• To do
Copy all lines in the data that contain the string "Sirsi".
········
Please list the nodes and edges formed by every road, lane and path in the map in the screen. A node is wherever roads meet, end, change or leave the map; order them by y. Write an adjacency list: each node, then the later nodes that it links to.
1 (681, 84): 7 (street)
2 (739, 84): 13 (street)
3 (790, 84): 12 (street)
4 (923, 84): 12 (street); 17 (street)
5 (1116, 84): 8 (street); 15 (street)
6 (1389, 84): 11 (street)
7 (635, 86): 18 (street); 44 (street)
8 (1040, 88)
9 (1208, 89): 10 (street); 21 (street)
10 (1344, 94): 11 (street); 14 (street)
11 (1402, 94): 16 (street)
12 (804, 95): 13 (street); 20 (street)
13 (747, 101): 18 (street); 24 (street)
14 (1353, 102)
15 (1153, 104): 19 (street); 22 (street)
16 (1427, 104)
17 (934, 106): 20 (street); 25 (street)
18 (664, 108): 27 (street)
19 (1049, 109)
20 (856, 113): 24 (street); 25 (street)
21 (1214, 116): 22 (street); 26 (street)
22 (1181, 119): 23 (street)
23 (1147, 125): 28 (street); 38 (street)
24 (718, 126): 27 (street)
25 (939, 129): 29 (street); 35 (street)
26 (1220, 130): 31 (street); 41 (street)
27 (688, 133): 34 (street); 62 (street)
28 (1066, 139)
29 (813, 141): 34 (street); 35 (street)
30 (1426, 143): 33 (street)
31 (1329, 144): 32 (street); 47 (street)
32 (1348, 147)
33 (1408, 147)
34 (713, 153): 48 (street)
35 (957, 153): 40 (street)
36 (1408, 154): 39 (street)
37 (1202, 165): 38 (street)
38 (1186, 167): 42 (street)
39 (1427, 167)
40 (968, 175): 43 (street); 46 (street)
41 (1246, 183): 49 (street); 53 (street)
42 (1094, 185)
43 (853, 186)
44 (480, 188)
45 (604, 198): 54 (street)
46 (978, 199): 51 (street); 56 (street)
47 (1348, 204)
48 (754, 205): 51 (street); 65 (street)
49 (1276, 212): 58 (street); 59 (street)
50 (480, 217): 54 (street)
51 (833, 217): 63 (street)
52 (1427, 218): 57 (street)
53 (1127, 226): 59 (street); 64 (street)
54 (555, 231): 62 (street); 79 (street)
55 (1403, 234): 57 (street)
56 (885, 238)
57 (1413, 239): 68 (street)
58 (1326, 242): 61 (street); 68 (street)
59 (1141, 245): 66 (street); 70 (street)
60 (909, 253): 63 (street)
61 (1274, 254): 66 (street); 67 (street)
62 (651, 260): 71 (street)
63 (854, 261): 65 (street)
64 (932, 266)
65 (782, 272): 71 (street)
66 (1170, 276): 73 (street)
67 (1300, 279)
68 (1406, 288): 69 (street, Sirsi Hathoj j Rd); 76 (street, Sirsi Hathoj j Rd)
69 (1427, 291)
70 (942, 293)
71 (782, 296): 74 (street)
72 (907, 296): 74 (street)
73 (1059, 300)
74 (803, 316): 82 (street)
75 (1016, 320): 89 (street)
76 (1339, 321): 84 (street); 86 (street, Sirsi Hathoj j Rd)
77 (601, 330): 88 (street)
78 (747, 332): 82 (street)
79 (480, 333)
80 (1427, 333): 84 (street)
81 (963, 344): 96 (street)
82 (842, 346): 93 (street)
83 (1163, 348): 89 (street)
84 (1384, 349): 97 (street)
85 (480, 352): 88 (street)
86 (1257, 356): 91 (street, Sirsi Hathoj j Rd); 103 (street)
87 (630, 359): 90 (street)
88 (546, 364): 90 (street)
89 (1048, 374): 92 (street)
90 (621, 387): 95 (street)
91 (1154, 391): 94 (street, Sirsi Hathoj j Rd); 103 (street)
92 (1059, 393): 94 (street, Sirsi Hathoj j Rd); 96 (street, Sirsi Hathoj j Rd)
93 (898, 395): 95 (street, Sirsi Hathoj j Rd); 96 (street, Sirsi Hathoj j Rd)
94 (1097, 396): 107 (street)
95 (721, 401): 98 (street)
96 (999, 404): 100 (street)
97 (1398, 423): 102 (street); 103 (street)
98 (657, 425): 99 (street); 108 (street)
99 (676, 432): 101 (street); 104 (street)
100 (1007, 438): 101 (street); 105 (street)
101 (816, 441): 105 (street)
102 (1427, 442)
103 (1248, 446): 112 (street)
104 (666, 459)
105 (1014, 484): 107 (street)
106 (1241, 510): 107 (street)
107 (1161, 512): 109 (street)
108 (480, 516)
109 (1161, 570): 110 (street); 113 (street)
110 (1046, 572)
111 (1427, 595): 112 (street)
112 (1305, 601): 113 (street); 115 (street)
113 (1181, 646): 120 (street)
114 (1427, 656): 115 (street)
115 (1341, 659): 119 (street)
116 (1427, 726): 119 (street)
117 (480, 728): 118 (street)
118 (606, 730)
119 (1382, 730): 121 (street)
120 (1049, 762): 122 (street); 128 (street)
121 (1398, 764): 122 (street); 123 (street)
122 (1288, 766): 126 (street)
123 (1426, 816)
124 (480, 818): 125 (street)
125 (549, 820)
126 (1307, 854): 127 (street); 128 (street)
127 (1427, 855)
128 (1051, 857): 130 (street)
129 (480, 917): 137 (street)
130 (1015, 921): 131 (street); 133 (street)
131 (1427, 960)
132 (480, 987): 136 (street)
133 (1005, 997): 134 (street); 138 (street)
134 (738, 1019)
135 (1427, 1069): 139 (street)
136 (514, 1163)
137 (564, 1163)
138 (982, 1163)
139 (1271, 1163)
········
• Result of this exercise
68 (1406, 288): 69 (street, Sirsi Hathoj j Rd); 76 (street, Sirsi Hathoj j Rd)
76 (1339, 321): 84 (street); 86 (street, Sirsi Hathoj j Rd)
86 (1257, 356): 91 (street, Sirsi Hathoj j Rd); 103 (street)
91 (1154, 391): 94 (street, Sirsi Hathoj j Rd); 103 (street)
92 (1059, 393): 94 (street, Sirsi Hathoj j Rd); 96 (street, Sirsi Hathoj j Rd)
93 (898, 395): 95 (street, Sirsi Hathoj j Rd); 96 (street, Sirsi Hathoj j Rd)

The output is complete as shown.